No worries, minor bug. To counter that we can simply re-read in the image to which we want to apply the reflection effect. Since we are doing that, let's also use the optional parameters for background color of the expanded canvas, height of the reflection, and the starting opacity of the reflection:

  • <!---
  • Read in the test image to which we will be
  • applying the given effects.
  • --->
  • <cfimage
  • action="read"
  • source="./girl_with_fan.jpg"
  • name="objImage"
  • />
  •  
  • <!---
  • Let's add a reflection to the image. This will make
  • the image appear as if it were resting on a glossy
  • or shiney surface.
  • --->
  • <cfset objNewImage = objEffects.ApplyReflectionEffect(
  • <!--- Image. --->
  • objImage,
  •  
  • <!--- Background color of canvas. --->
  • "FFFFFF",
  •  
  • <!--- Height of reflection. --->
  • 75,
  •  
  • <!---
  • Starting opactiy. This is how transparent the
  • reflection is as the very bottom of the original
  • image.
  • --->
  • 30
  • ) />
  •  
  • <!--- Write new image to the browser. --->
  • <cfimage
  • action="writetobrowser"
  • source="#objNewImage#"
  • />

Running this code, we get this new image:


 
 
 

 
ColdFusion 8 CFImageEffects Component: Reflection Effect With Clean Image  
 
 
 

As you can see, now that we re-read the image prior to calling ApplyReflectionEffect(), we get a very nice, clean reflection effect.

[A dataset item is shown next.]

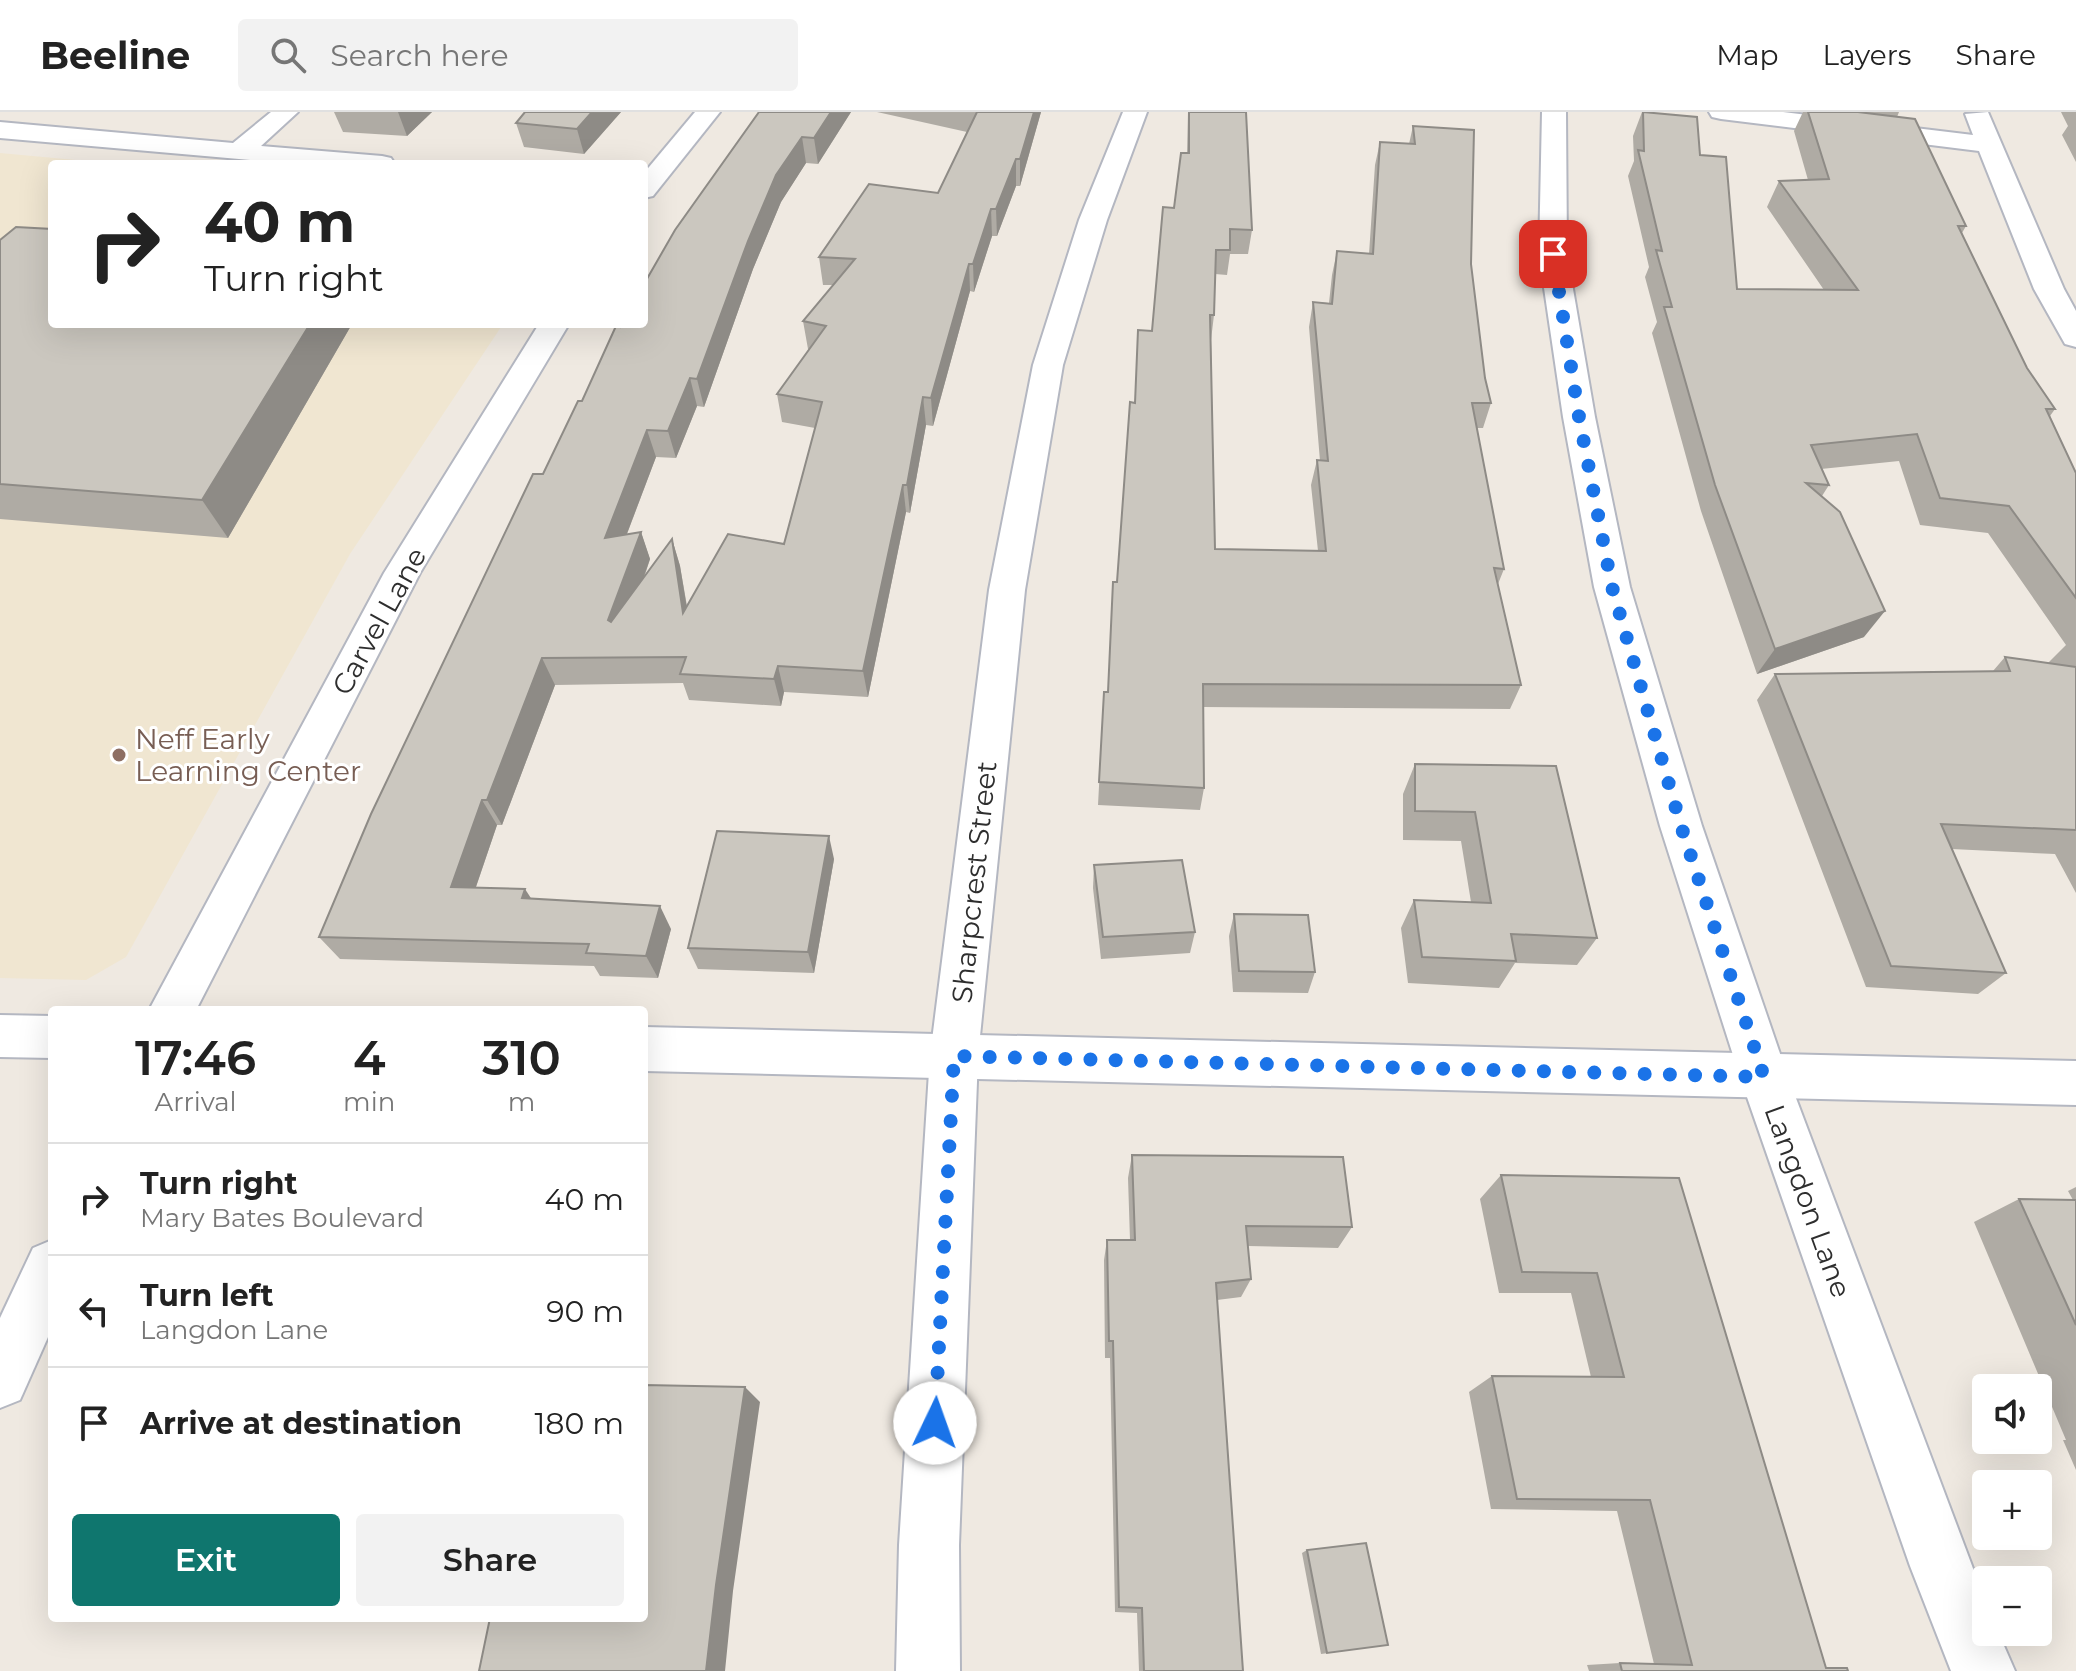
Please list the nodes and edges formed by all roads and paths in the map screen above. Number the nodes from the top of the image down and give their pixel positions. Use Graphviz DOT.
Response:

While, I cannot give a full evaluation since I didn't actually try all of the effects, from what I did see, Foundeo's new CFImageEffects ColdFusion component is quite nice. There are few minor kinks to work out, but I am sure those things are very minor fixes. I like that the set of effects that this ColdFusion component provides is small. With the new Image manipulation functionality in place, I have a huge fear that people are going to start using it for things that really should be done by Image Manipulation Applications like Adobe Fireworks. I don't think Adobe every intended for the image manipulation feature set to be used in that capacity; rather, ColdFusion's new Image manipulaiton functionality should be used to help automate server-side image manipulation when using an Image Application is not a more appropriate choice.

Good job Foundeo! Looking forward to seeing where you take this.




Reader Comments

the other little minor bug is when you combine the rounded corner effect with the drop-shadow (the lower-right corner overlays the drop shadow). I found that while I wrote a quick little form that allows you to play with all the attributes of all the functions (except reflection) I wanted to see if I could use it to dynamically create a rounded-corner gradient rectangle with a drop shadow and Text over the top. Everything worked great other than those minor bugs

Reply to this Comment

@Michael,

That sounds like a cool little form you are building. I think CFImageEffects is pretty cool, so hopefully they can just iron out these minor issues like the one you found.

Reply to this Comment

Ben & Michael - thanks for your comments!

I think the documentation needs to be clear about which methods modify the image object you pass in and which return brand new image objects. All the methods return an image object, but some return a reference to the same object you passed in with a modified image. For performance reasons if I didn't need to create a new image object I didn't, so that's why it can be a bit confusing.